History

Liberia
- Name: Biscaglia
- Owner: Winged Foot Shipping LLC, of the Marshall Islands
- Operator: Ishima (International Ship Management) Pte. Ltd., of Singapore
- Route: From Dumai, Indonesia, to Barcelona, Spain, via the Suez Canal
- Builder: Odense Staalskibsværft A/S, of Odense, Denmark
- Launched: 8 August 1986
- Completed: 1986
- Homeport: Monrovia
- Identification: IMO number: 8406339, Signal Letters: A8FH3
- Captured: 28 November 2008
- Fate: Scrapped 2013, Alang.

General characteristics
- Type: Chemical tanker
- Tonnage: 27,350 DWT
- Crew: 30

= MV Biscaglia =

MV Biscaglia was a chemical tanker managed by Ishima Pte. Ltd. of Singapore and held by Industrial Shipping Enterprises Management Company LLC of Stamford, Connecticut, United States.

==Attack==
On 28 November 2008 the ship was carrying palm oil in the Gulf of Aden and was hijacked by Somali pirates. The attack took place within the Maritime Security Patrol Area and was attributed to six pirates armed with AK-47s and rocket-propelled grenades in a high-speed skiff. The ship was the 97th to be hijacked off the coast of Somalia in 2008. In addition to the three security guards who escaped by jumping into the sea, 25 Indian and two Bangladeshi were members of the crew.
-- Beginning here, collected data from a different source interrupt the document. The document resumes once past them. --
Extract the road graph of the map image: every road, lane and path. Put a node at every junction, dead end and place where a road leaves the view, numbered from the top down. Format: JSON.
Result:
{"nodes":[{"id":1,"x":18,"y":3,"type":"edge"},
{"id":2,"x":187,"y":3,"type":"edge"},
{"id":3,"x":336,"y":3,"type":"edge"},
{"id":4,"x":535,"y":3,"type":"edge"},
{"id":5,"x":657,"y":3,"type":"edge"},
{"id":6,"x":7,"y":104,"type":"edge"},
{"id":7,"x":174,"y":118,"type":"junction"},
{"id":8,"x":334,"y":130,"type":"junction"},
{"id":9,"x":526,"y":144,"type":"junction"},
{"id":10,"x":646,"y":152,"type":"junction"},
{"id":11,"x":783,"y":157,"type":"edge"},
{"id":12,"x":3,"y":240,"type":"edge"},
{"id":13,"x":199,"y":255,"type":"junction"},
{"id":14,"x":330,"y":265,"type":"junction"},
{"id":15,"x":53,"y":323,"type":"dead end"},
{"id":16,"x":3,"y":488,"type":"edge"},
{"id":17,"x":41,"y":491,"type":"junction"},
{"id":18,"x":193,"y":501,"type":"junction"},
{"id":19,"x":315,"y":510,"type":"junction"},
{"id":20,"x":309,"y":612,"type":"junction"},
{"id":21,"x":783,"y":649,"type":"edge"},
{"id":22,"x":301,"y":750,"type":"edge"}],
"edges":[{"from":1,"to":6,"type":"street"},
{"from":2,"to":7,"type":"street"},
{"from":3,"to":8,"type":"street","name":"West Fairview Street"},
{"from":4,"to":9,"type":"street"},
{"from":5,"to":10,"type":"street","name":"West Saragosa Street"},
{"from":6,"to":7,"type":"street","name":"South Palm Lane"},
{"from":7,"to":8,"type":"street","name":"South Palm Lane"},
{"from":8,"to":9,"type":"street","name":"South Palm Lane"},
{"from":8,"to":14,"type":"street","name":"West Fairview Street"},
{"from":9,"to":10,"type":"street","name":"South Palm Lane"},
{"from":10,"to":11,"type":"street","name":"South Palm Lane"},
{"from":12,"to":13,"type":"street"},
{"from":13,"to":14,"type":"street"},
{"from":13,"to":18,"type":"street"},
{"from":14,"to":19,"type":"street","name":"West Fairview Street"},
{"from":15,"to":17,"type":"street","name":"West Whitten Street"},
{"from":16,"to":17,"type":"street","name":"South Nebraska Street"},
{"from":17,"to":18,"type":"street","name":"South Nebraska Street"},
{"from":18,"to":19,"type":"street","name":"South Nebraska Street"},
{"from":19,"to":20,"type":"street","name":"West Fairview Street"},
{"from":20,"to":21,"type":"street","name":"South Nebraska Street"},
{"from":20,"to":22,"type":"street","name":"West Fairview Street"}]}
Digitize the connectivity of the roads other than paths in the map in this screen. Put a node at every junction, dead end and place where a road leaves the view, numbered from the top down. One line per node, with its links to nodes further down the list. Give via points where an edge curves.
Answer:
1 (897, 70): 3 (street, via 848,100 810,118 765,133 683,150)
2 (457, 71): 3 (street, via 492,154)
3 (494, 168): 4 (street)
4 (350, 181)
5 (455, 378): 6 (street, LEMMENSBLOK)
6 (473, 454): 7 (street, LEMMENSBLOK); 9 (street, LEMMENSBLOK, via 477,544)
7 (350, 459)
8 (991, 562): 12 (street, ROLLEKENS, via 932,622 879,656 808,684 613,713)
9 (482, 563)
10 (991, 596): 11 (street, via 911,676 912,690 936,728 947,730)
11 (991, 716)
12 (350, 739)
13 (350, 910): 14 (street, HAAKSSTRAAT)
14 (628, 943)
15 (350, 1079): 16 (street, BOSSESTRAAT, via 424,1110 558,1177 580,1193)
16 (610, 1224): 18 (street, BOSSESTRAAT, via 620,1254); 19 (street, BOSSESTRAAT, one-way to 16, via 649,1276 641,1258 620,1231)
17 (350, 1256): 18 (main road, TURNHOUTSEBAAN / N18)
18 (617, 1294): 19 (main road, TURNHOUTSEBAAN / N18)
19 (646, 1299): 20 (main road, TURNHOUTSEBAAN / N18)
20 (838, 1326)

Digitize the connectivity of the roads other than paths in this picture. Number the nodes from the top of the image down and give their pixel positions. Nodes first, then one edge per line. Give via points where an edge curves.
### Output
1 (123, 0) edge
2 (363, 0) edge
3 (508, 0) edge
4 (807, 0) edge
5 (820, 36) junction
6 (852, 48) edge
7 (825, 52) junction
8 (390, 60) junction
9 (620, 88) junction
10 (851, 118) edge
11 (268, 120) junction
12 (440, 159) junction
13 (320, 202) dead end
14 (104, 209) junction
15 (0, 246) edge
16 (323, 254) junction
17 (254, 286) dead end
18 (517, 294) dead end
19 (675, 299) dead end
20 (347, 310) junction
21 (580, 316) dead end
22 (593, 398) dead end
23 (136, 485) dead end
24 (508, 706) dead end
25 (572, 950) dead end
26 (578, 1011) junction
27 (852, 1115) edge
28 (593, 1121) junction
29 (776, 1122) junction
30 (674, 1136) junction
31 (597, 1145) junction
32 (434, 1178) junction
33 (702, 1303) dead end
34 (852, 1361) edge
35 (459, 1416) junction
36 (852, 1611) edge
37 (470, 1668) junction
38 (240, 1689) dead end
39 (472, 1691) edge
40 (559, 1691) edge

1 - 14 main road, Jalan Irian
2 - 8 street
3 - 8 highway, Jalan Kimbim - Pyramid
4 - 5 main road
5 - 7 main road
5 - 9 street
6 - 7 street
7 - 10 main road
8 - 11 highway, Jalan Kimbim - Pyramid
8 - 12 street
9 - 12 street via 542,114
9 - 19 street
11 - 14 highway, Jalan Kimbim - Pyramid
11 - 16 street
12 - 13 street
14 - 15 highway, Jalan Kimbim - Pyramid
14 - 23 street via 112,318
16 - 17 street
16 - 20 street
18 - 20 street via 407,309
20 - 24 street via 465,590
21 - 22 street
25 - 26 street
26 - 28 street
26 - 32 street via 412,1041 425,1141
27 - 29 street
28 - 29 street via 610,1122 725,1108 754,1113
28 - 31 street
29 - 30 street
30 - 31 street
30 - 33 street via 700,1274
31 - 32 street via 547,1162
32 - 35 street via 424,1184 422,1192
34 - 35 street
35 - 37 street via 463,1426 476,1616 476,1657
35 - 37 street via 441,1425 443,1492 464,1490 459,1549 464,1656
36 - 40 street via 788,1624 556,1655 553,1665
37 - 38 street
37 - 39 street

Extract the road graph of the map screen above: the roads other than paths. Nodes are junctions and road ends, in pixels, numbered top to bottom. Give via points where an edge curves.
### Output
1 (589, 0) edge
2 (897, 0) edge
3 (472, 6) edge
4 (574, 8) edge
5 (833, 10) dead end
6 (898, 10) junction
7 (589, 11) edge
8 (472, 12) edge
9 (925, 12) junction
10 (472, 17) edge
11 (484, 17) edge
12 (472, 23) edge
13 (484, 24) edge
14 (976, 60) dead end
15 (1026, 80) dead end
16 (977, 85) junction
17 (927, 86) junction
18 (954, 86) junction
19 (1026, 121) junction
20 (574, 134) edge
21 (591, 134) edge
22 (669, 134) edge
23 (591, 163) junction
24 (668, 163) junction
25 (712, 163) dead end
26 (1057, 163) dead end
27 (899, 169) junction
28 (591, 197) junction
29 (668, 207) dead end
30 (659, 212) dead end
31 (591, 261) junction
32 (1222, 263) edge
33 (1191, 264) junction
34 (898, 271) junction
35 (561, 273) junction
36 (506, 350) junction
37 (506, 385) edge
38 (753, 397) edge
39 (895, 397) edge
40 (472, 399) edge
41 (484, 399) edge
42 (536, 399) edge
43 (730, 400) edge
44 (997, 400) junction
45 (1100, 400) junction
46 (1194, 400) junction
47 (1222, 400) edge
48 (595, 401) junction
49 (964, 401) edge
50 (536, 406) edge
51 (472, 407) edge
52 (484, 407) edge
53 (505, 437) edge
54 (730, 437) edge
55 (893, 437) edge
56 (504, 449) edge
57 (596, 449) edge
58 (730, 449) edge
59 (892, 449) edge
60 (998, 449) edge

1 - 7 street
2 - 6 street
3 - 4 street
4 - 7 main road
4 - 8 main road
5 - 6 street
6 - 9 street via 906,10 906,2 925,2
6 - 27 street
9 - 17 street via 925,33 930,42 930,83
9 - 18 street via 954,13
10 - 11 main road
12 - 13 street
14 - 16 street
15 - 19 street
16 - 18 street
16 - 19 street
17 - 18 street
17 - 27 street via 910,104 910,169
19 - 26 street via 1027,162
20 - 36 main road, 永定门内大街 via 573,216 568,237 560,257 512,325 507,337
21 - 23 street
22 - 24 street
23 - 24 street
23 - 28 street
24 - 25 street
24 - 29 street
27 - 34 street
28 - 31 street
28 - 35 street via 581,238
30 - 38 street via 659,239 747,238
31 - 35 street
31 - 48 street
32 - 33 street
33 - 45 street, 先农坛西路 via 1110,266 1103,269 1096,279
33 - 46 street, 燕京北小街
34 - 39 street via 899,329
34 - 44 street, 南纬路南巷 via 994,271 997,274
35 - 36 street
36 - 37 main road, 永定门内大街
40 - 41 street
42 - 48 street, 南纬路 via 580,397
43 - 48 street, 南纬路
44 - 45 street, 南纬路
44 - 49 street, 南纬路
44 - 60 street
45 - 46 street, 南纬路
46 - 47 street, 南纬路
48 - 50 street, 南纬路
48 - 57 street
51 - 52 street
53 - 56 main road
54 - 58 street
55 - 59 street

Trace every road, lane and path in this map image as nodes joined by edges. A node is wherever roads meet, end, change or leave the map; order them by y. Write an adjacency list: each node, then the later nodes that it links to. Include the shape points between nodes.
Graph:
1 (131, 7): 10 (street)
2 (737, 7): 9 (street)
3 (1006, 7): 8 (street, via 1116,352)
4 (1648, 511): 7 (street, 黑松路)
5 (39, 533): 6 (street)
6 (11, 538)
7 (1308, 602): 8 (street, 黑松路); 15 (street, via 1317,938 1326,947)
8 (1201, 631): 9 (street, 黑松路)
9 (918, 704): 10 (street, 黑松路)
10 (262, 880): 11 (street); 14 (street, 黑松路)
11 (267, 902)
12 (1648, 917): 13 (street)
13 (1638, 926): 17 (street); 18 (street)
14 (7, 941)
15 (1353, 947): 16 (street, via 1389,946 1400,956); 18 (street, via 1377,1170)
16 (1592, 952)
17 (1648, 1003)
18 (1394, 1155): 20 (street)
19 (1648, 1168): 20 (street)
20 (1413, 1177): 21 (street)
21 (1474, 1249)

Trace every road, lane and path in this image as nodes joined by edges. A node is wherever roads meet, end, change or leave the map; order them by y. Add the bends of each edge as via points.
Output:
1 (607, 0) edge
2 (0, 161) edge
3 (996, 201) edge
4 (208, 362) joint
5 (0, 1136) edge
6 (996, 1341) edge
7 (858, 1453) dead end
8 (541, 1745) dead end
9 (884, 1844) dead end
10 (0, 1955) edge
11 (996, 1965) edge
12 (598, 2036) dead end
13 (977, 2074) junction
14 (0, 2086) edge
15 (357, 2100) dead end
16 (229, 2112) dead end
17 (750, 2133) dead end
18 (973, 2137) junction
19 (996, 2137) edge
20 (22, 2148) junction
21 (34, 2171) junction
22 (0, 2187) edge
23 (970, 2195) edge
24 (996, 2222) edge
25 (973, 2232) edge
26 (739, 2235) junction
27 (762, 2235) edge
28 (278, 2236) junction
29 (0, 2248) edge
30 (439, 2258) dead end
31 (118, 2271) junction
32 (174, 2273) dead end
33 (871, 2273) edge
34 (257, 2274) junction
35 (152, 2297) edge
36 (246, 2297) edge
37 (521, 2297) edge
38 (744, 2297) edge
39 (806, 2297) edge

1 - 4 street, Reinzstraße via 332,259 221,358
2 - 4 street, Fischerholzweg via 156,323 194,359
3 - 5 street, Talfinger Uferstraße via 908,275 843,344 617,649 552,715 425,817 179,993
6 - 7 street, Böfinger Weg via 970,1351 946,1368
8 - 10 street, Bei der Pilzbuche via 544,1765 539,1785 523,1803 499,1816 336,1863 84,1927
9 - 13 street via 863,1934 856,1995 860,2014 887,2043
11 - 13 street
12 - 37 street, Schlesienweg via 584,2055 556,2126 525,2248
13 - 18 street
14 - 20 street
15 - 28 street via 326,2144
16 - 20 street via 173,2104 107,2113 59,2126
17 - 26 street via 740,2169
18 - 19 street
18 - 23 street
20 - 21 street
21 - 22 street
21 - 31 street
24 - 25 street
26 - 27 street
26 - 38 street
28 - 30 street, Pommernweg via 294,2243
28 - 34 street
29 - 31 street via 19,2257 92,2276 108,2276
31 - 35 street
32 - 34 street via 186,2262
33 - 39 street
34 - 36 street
The two British and one Irish guard, were employed by British-based security company Anti Piracy Maritime Security Solutions (APMSS), of Poole, Dorset. All three were military-trained, two being former marines and one a former paratrooper, and were "... on board the vessel to provide logistical support and non-lethal defensive counter-measures." according to Andrew Mwangura, coordinator of the East African Seafarers Assistance Program.

They did what they felt they had to do to save their lives and the lives of the crew. They were unarmed. They had no other option. As far as I'm concerned they deserve a medal. (Nick Davis, Head, APMSS, 29 November 2008)

Unarmed, the security guards attempted to repel the attackers for about 40 minutes by firing water cannon, zigzagging the skiff, and using a LRAD, a non-lethal weapon that fires focused sound beams producing excruciating pain. A distress signal was received at 0447 hours UTC by the International Maritime Bureau's Piracy Reporting Centre, in Kuala Lumpur. After the pirates boarded the ship and continued to shoot at the security force, the guards managed to escape by jumping overboard. They were rescued from the sea by a German navy helicopter, and taken first to the French light monitoring frigate before being transferred to the Jean de Vienne, a F70 type anti-submarine frigate of the French Marine Nationale.

The incident caused the usefulness of LRADs to be called into question by Lloyd's List.

The vessel was finally released on 24 January 2009 thanks to the efforts of Capt Satya Sahoo and his team from Ishima and the owners ISEC. All crew of the vessel at the time of its release were reported as being in good health.